Hi Segher,

on 2021/1/22 上午8:30, Segher Boessenkool wrote:
> Hi Ke Wen,
> 
> On Fri, Jan 15, 2021 at 04:06:17PM +0800, Kewen.Lin wrote:
>> on 2021/1/15 上午8:22, Segher Boessenkool wrote:
>>> On Wed, Dec 16, 2020 at 04:49:49PM +0800, Kewen.Lin wrote:
>>>>    ... op regX  // this regX could find wrong last_set below
>>>>    regX = ...   // if we think this set is valid
>>>>    ... op regX
>>>>
>>>> But because of retry's existence, the last_set_table_tick could
>>>
>>> It is not just because of retry: combine can change other insns than
>>> just i2 and i3, too.  And even changing i2 requires this!
>>
>> Ah, thanks for the information!  Here retry is one example for that
>> we can revisit one instruction but meanwhile the stored information
>> for reg reference can be from that instruction after the current
>> one but visited before.
> 
> Yes; and we do not usually revisit just one insn, but everything after
> it as well.  We only need to revisit thos insns that are fed by what
> has changed, but this is a good enough approximation (we never revisit
> very far back).
> 
>>> The whole reg_stat stuff is an ugly hack that does not work well.  For
>>> example, as in your example, some "known" value can be invalidated
>>> before the combination that wants to know that value is tried.
>>>
>>> We need to have this outside of combine, in a dataflow(-like) thing
>>> for example.  This could take the place of REG_EQ* as well probably
>>> (which is good, there are various problems with that as well).
>>
>> Good point, but IIUC we still need to keep updating(tracking)

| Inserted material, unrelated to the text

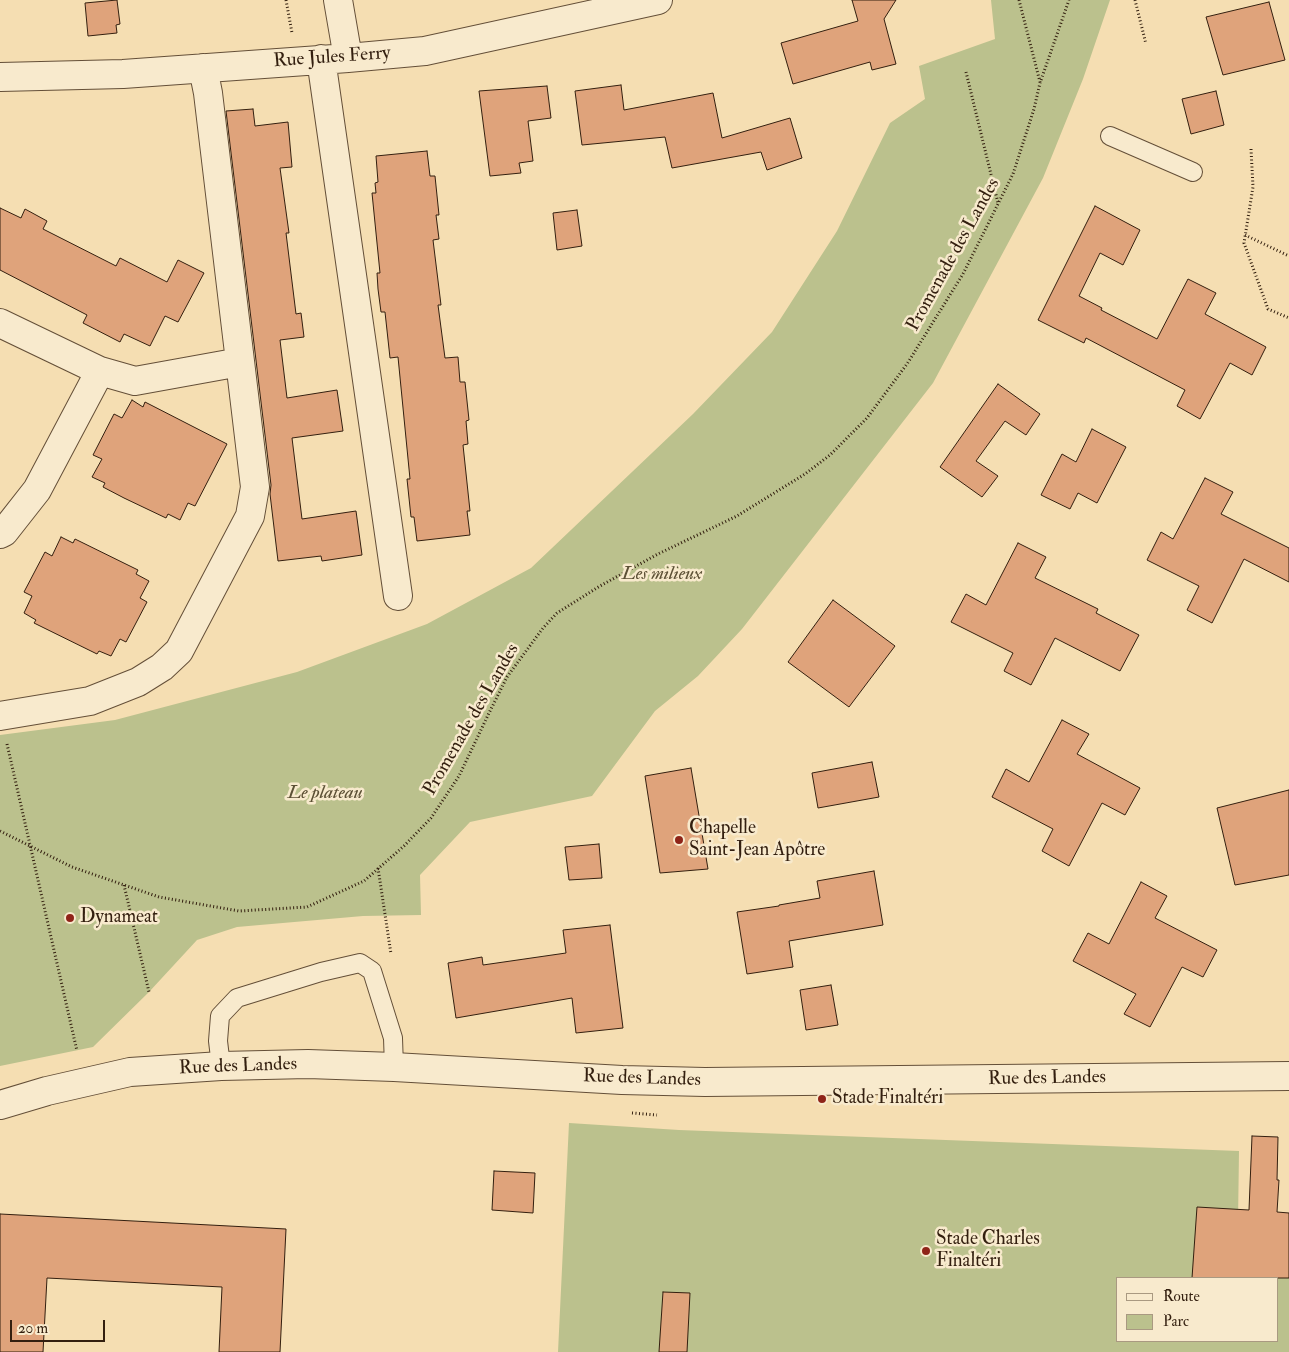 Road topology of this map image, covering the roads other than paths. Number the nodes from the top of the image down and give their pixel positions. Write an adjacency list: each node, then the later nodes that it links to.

>> information like what we put into reg_stat stuff, it's not static
>> since as you pointed out above, combine can change i2/i3 etc,
>> we need to update the information for the changes.
> 
> Yes, we should keep it correct all the time, and for any point in the
> code.  It also can be used by other passes, e.g. it can replace all
> REG_EQ* notes, all nonzero_bits and num_sign_bit_copies, and no doubt
> even more things.
> 
>> Anyway, it's not what this patch tries to solve.  :-P
> 
> :-)
> 
>>>> This proposal is to check whether the last_set_table safely happens
>>>> after the current set, make the set still valid if so.
>>>
>>> I don't think this is safe to do like this, unfortunately.  There are
>>> more places that set last_set_invalid (well, one more), so at the very
>>> minimum this needs a lot more justification.
>>
>> Let me try to explain it more.
>> * Background *
>>
>> There are two places which set last_set_invalid to 1. 
>>
>> CASE 1:
> 
> <SNIP>
> 
> Thanks for the in-depth explanation!
> 
> I think this should be postponed to stage 1 though?  Or is there
> anything very urgent in it?
> 

Yeah, I agree that this belongs to stage1, and there isn't anything
urgent about it.  Thanks for all further comments above!